▶ **Problem details**
A word-for-word copy of the entries is needed, and it should contain no images.

═══ Extracted data ═══

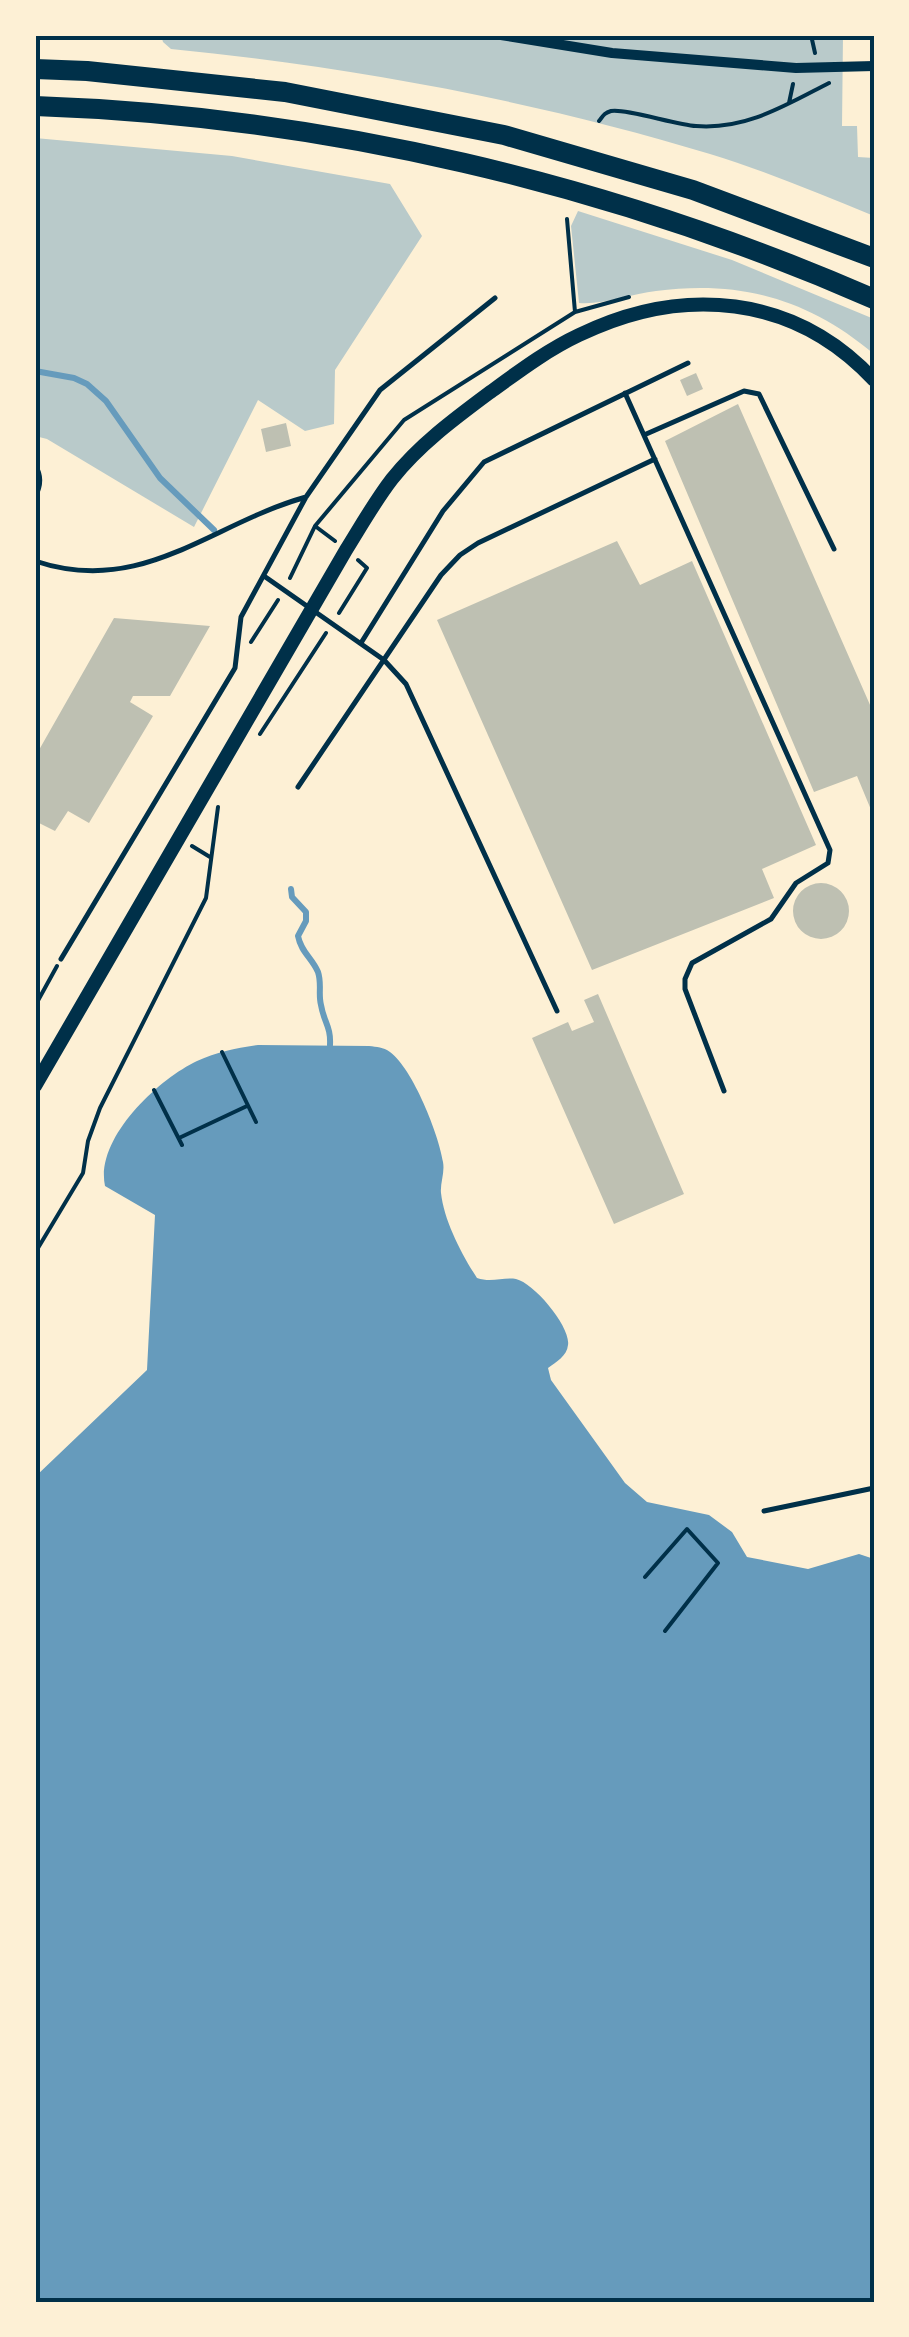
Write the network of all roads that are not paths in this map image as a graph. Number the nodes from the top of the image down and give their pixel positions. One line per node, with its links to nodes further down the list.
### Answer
1 (501, 35): 2 (street)
2 (874, 66)
3 (35, 69): 5 (highway)
4 (35, 106): 7 (highway)
5 (874, 258)
6 (495, 298): 14 (lane)
7 (874, 299)
8 (688, 363): 10 (lane)
9 (874, 380): 19 (street)
10 (624, 393): 11 (lane); 20 (lane)
11 (644, 435): 12 (lane); 16 (lane)
12 (655, 459): 21 (lane); 26 (lane)
13 (35, 465): 15 (lane)
14 (306, 497): 17 (lane); 18 (lane)
15 (35, 498)
16 (834, 548)
17 (35, 561)
18 (264, 576): 19 (lane); 23 (lane)
19 (311, 608): 20 (lane); 25 (street)
20 (361, 643): 21 (lane)
21 (384, 660): 22 (lane); 24 (lane)
22 (298, 787)
23 (61, 959)
24 (557, 1011)
25 (35, 1086)
26 (724, 1092)
27 (874, 1480): 28 (lane)
28 (872, 1488): 29 (lane)
29 (764, 1511)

═══

▶ **Task solution**
Write the network of all roads that are not paths in this map image as a graph. Number the nodes from the top of the image down and give their pixel positions. One line per node, with its links to nodes further down the list.
### Answer
1 (501, 35): 2 (street)
2 (874, 66)
3 (35, 69): 5 (highway)
4 (35, 106): 7 (highway)
5 (874, 258)
6 (495, 298): 14 (lane)
7 (874, 299)
8 (688, 363): 10 (lane)
9 (874, 380): 19 (street)
10 (624, 393): 11 (lane); 20 (lane)
11 (644, 435): 12 (lane); 16 (lane)
12 (655, 459): 21 (lane); 26 (lane)
13 (35, 465): 15 (lane)
14 (306, 497): 17 (lane); 18 (lane)
15 (35, 498)
16 (834, 548)
17 (35, 561)
18 (264, 576): 19 (lane); 23 (lane)
19 (311, 608): 20 (lane); 25 (street)
20 (361, 643): 21 (lane)
21 (384, 660): 22 (lane); 24 (lane)
22 (298, 787)
23 (61, 959)
24 (557, 1011)
25 (35, 1086)
26 (724, 1092)
27 (874, 1480): 28 (lane)
28 (872, 1488): 29 (lane)
29 (764, 1511)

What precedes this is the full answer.